Einreisestopps werden nach wenigen Stunden aufgeweicht
BERLIN Um den weitere Einschleppung besonders ansteckender Virusvarianten aus Tschechien und Tirol zu verhindern, sind in der Nacht zum Sonntag verschärfte Einreisebeschränkungen an den Grenzen zur Bundesrepublik in Kraft getreten. Sowohl in Tschechien als auch im österreichischen Bundesland Tirol sind die Mutationen deutlich stärker verbreitet als bislang in Deutschland. Aus den betroffenen Gebieten dürfen daher nur noch Deutsche sowie Ausländer mit Wohnsitz und Aufenthaltserlaubnis nach Deutschland einreisen.

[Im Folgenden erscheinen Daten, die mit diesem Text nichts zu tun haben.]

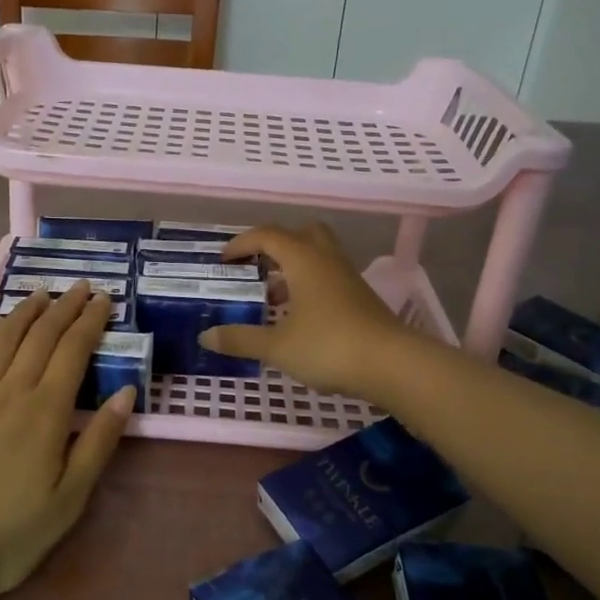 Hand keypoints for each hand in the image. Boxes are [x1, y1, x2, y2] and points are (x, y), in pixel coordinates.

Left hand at [0, 284, 133, 595]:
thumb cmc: (10, 534)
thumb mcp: (69, 499)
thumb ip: (98, 442)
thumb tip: (125, 393)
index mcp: (45, 413)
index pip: (72, 351)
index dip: (90, 321)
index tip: (104, 299)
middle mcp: (9, 392)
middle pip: (40, 336)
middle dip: (64, 307)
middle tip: (81, 286)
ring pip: (3, 339)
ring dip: (25, 312)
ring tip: (41, 294)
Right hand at [199, 223, 420, 398]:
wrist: (393, 365)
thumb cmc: (329, 346)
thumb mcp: (277, 346)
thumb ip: (241, 339)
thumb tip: (206, 336)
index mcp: (303, 259)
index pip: (267, 235)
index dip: (241, 244)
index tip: (223, 261)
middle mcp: (327, 259)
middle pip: (301, 234)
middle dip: (275, 246)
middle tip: (255, 268)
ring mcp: (347, 278)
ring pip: (317, 257)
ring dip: (292, 269)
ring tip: (271, 298)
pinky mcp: (360, 298)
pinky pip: (328, 278)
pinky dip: (308, 287)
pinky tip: (297, 317)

Allerdings wurde bereits wenige Stunden nach Inkrafttreten der Einreiseregelungen eine Ausnahme geschaffen. So dürfen Berufspendler
mit wichtigen Aufgaben in systemrelevanten Branchen nun doch nach Deutschland einreisen, teilte das Bundesinnenministerium mit. Es werde nicht außer Acht gelassen, „dass unsere Grenzregionen inzwischen vielfältig miteinander verwoben sind“, sagte Bundesinnenminister Horst Seehofer (CSU): „Wir gehen pragmatisch vor, wo immer das möglich ist.“Die jetzt gefundene Lösung könne ein Beispiel dafür sein, wie beim grenzüberschreitenden Verkehr in der Pandemiebekämpfung künftig vorgegangen werde, so Seehofer. Eine weitere Ausnahme gilt für Beschäftigte, die „zur Aufrechterhaltung der Funktionsfähigkeit von Betrieben unverzichtbar“sind, wie das Innenministerium mitteilte.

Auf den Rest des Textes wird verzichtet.